I avoid here, and in my book “Polyamory: It’s Not Complicated”, any rosy messages for couples, especially ones with long marriages and kids. I’m even stronger in my book, laying out the considerably troubling mental images of acts they may picture in their imaginations while sitting at home, staring at their phone, waiting to hear from a partner on a date. That’s just a reality of many newly opening couples, pleasant or not.
It’s a “if you can’t think about this in black and white, you could hit emotional bottoms you’ve never imagined possible” situation. As I tell people opening up any nonmonogamy, if the thoughts of imagining your partner going gaga in the middle of an act with another partner greatly disturbs you… you are not ready to just jump in.
Similarly, being polyamorous, I know how people who are polyamorous may view certain types of attachment. While there are certainly partners for everyone, someone who is tied to the hip of their partner is very likely to come across extremely creepy to many already polyamorous (and probably pushing a “date us both” agenda) and that couple will find nobody but the naive being interested.
For instance, I posted this in a private online group of experienced polyamorous people, and what I call creepy, they commented about how much they agree those and other things of monogamous culture are very creepy when imposed around polyamory.
And I’ll define creepy: controlling, hyper sensitivity, and neediness that usually lends itself to couples who erroneously think they’ll have good luck with using things like a “veto” rule.
I think couples reading this are at a point of deciding if they really are willing to risk everything just to bring the topic up… and later to actually attempt it. They must weigh the potential lost trust if the partner takes it as a rejection and attempt to “cheat” in their mind versus the benefits.
I’ve made that choice twice in my life.
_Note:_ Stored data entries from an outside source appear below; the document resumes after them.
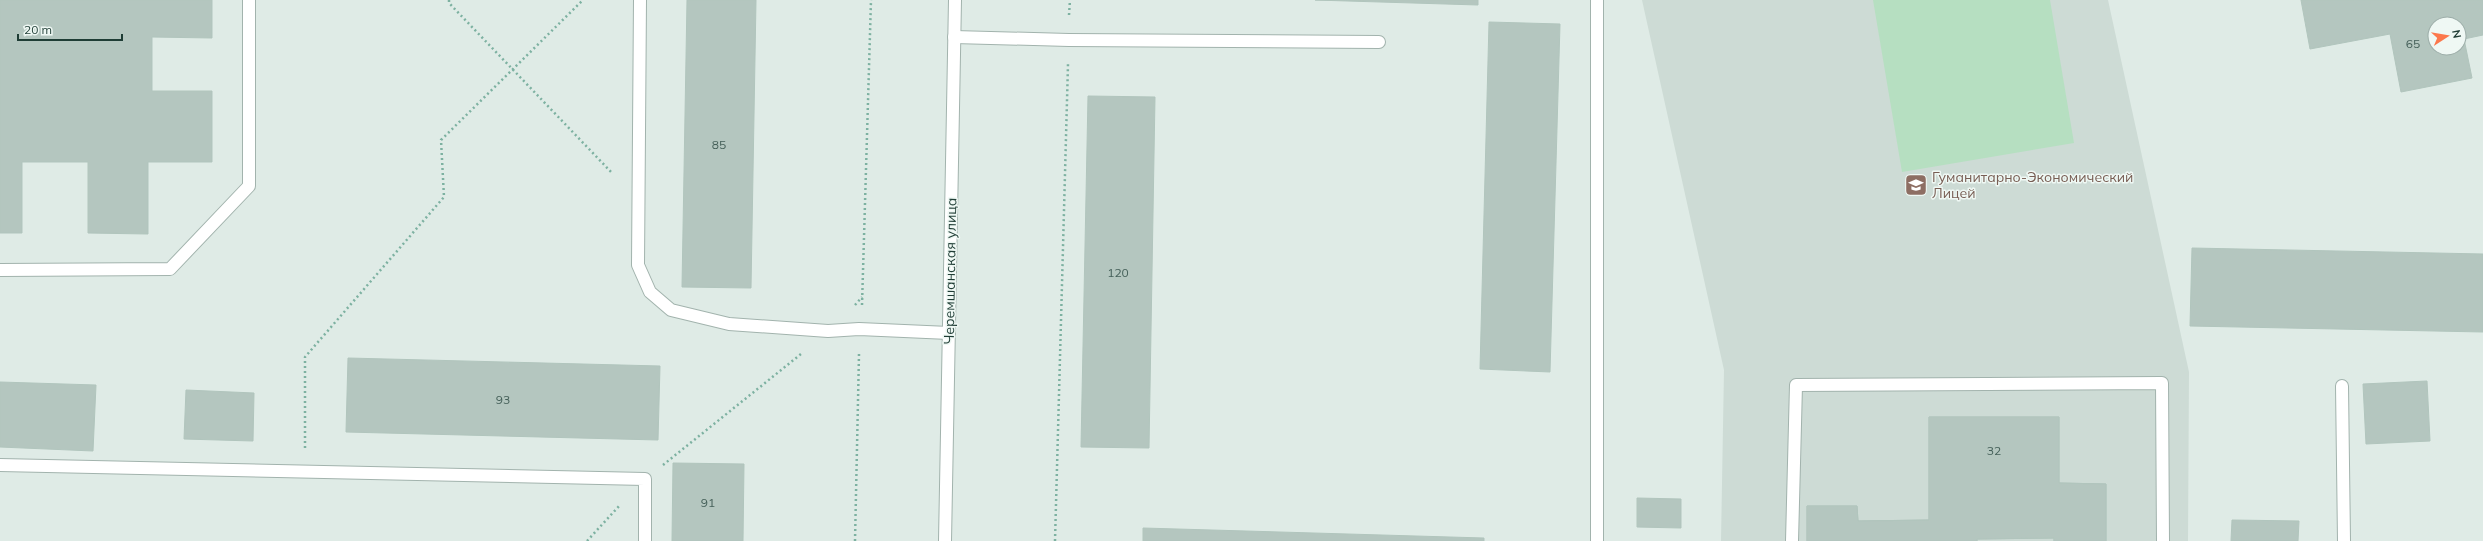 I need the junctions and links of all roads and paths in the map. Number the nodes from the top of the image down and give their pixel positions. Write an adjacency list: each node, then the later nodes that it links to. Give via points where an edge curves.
1 (249, 0): 14 (street, via 249,186 170,268)
2 (449, 0): 12 (path, via 449,3)
3 (583, 0): 12 (path)
4 (640, 0): 13 (street)
5 (871, 0): 15 (path)
6 (955, 0): 9 (street, Черемшанская улица)
7 (1070, 0): 10 (path)
8 (1597, 0): 28 (street)
9 (954, 37): 10 (street); 18 (street, Черемшанская улица)
10 (1068, 40): 11 (street); 27 (path)
11 (1379, 42)
12 (512, 69): 13 (path); 21 (path, via 441,140 444,198 306,357)
13 (639, 201): 17 (street, via 638,265 650,292 671,310 729,324)
14 (0, 270)
15 (863, 296): 16 (path); 17 (path)
16 (859, 329): 17 (street); 18 (street); 25 (path)
17 (828, 331): 22 (path)
18 (949, 333): 26 (street, Черемшанская улица)
19 (2342, 386): 31 (street)
20 (0, 465): 21 (street)
21 (304, 471): 22 (street)
22 (645, 479): 23 (path); 24 (street)
23 (587, 541)
24 (645, 541)
25 (855, 541)
26 (945, 541)
27 (1055, 541)
28 (1597, 541)
29 (1792, 541): 30 (street, via 1796,386 2162,383)
30 (2163, 541)
31 (2344, 541)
Once with swinging, again with polyamory. And I did lose a wife in the process.
Far from patronizing, I’ve been there and watched it crumble, and that exact scenario I laid out isn’t just what I lived through, but what I continually see other couples live through who do not take the benefits and risks seriously.
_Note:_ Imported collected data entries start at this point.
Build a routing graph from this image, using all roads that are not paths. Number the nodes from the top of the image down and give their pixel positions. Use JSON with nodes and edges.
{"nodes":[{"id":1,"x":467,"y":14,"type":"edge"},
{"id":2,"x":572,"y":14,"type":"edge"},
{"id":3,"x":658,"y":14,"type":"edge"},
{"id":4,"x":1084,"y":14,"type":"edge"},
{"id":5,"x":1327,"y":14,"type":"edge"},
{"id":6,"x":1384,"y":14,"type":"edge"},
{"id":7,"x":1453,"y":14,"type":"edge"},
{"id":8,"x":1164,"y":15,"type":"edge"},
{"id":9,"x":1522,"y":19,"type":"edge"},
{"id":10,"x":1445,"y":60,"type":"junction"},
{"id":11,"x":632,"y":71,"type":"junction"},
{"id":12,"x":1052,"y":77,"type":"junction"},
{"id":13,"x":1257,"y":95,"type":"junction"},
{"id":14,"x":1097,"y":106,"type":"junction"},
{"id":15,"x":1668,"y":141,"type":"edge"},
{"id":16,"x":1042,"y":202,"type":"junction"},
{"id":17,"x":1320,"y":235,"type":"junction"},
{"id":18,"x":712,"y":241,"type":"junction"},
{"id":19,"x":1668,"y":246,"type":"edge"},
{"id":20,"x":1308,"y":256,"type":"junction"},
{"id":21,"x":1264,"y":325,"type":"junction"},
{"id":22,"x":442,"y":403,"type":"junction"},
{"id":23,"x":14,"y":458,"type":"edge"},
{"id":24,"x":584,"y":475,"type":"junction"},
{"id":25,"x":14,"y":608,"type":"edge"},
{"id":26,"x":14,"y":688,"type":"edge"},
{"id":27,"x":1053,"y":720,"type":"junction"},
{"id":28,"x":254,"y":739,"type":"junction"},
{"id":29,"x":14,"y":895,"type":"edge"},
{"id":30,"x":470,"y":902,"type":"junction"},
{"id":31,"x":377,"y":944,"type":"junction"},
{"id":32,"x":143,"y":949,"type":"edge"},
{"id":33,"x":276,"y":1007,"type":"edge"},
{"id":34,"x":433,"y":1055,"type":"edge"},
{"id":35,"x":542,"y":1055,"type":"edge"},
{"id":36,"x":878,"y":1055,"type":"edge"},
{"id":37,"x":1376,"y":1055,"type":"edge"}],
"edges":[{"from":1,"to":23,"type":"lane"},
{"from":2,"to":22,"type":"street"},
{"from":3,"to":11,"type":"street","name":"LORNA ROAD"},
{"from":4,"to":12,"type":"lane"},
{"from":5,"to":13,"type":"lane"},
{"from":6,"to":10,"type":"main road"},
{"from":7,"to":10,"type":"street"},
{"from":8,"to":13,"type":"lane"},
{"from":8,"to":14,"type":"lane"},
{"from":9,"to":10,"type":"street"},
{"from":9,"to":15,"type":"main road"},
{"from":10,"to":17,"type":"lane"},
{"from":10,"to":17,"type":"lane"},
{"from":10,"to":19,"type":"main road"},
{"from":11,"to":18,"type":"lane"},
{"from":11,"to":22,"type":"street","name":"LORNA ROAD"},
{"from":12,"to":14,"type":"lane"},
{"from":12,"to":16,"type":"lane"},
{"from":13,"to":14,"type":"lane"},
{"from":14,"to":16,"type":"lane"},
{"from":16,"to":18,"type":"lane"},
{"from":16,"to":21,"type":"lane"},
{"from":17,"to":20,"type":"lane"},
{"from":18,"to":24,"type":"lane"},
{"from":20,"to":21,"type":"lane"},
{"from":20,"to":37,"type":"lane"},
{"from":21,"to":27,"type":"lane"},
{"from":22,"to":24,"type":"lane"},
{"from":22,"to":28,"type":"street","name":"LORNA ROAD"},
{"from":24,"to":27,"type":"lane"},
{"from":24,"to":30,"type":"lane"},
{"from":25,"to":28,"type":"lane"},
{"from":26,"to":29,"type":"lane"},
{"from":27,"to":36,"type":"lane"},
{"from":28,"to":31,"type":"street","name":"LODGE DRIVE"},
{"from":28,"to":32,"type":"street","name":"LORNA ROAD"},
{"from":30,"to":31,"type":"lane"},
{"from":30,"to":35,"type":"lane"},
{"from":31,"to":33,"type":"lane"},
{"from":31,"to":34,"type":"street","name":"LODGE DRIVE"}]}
Those are real things done, real things said, and real consequences that I’ve lived and see so many others live through. And so I write as to myself. And if someone is in that mindset of not doing this as an individual endeavor, but as a “couple”… I take zero responsibility for not having warned in the starkest language. I don’t believe everyone is even capable of polyamory based on their situation and culture without extreme measures.
If, however, they can pass that bar and still be interested, they likely have a better than average chance at success.